Proof: Call the point where CD intersects AB, M. Consider triangles CDA and CDB. CD is congruent to itself. CA, CB, DA, and DB are congruent by construction. This tells us that CDA and CDB are congruent triangles by SSS. This allows application of SAS to triangles CMA and CMB, proving that AM congruent to BM.
In coordinates:
Point A=(a,b) point B=(c,d)
M=( (a+b)/2, (c+d)/2)
More throughly:
$(x-a)^2+(y-b)^2=(x-c)^2+(y-d)^2=(a-c)^2+(b-d)^2$
$x^2-2ax+a^2+y^2-2by+b^2=x^2+c^2-2cx+y^2+d^2-2dy$
$-2ax+a^2-2by+b^2-c^2+2cx-d^2+2dy=0$
$x(-2a+2c)+y(2d-2b)+a^2-c^2=0$
This is an equation of a straight line.
$x^2-2ax+a^2+y^2-2by+b^2 =a^2+c^2-2ac+b^2+d^2-2bd$
$(x-a)^2+(y-b)^2= (a-c)^2+(b-d)^2$
is the equation of a circle.
Plug in the equation for the line into the equation for the circle to solve for points C and D. Use coordinates and the pythagorean theorem to check the lengths work to make the equilateral triangles.

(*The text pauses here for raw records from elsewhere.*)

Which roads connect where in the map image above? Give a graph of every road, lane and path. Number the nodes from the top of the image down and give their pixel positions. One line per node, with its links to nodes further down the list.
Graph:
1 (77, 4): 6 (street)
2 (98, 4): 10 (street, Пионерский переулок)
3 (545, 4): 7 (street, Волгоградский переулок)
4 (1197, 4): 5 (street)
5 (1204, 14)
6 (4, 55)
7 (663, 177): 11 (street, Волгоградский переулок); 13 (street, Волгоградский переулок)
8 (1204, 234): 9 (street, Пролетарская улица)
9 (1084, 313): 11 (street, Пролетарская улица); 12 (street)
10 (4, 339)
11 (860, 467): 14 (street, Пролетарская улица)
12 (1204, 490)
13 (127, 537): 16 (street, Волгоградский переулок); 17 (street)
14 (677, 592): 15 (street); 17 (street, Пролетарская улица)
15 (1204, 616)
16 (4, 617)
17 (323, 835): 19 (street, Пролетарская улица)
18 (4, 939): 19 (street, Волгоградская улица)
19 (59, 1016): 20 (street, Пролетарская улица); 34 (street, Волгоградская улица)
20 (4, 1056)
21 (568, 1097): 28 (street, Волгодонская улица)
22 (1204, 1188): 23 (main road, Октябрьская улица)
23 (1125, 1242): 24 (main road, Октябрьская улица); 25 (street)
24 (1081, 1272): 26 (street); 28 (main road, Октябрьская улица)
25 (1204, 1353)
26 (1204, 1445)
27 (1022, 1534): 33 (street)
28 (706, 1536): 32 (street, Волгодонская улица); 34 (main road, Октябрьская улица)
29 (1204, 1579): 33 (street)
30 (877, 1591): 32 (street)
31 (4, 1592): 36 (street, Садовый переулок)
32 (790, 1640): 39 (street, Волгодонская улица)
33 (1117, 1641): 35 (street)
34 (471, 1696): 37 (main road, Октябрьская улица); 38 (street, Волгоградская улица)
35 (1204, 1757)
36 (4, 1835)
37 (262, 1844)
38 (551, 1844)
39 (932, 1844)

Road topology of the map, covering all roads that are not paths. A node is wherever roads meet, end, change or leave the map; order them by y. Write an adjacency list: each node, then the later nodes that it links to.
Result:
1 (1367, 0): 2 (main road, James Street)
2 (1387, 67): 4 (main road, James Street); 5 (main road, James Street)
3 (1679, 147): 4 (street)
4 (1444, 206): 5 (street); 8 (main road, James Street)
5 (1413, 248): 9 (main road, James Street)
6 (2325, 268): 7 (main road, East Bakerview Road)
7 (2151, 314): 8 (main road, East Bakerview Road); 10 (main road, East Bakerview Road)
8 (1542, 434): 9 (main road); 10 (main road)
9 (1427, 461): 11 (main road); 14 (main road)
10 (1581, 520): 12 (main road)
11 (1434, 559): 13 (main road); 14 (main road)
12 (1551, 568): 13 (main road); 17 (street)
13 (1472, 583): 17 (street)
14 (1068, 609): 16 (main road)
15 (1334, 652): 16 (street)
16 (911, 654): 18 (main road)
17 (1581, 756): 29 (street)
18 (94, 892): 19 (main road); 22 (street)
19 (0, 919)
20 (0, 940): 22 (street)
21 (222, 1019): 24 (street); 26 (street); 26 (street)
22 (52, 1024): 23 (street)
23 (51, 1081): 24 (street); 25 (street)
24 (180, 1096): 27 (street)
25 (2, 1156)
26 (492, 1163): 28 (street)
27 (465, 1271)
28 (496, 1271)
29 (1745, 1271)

This changes in non-euclidean geometries.
$\vec{r_1}=\sin\phi_1\cos\theta_1 \hat{i} + \sin \phi_1 \sin \theta_1 \hat{j}+ \cos{\phi_1} \hat{k}$
$\vec{r_2}=\sin\phi_2\cos\theta_2 \hat{i} + \sin \phi_2 \sin \theta_2 \hat{j}+ \cos{\phi_2} \hat{k}$
$\cos \alpha = \sin \phi_1 \sin\phi_2 \cos \theta_1\cos\theta_2+\sin \phi_1 \sin \phi_2 \sin \theta_1 \sin \theta_2 + \cos \phi_1\cos \phi_2$
$\cos \alpha = \sin \phi_1\sin \phi_2 \cos (\theta_1-\theta_2) + \cos \phi_1 \cos \phi_2$ Where $\alpha$ is the distance between two points on the unit sphere, $\theta$s are longitude and $\phi$s are the complementary angle of the latitude. .
Here you already see a breakdown in the circle formula for geometry on the surface of a sphere.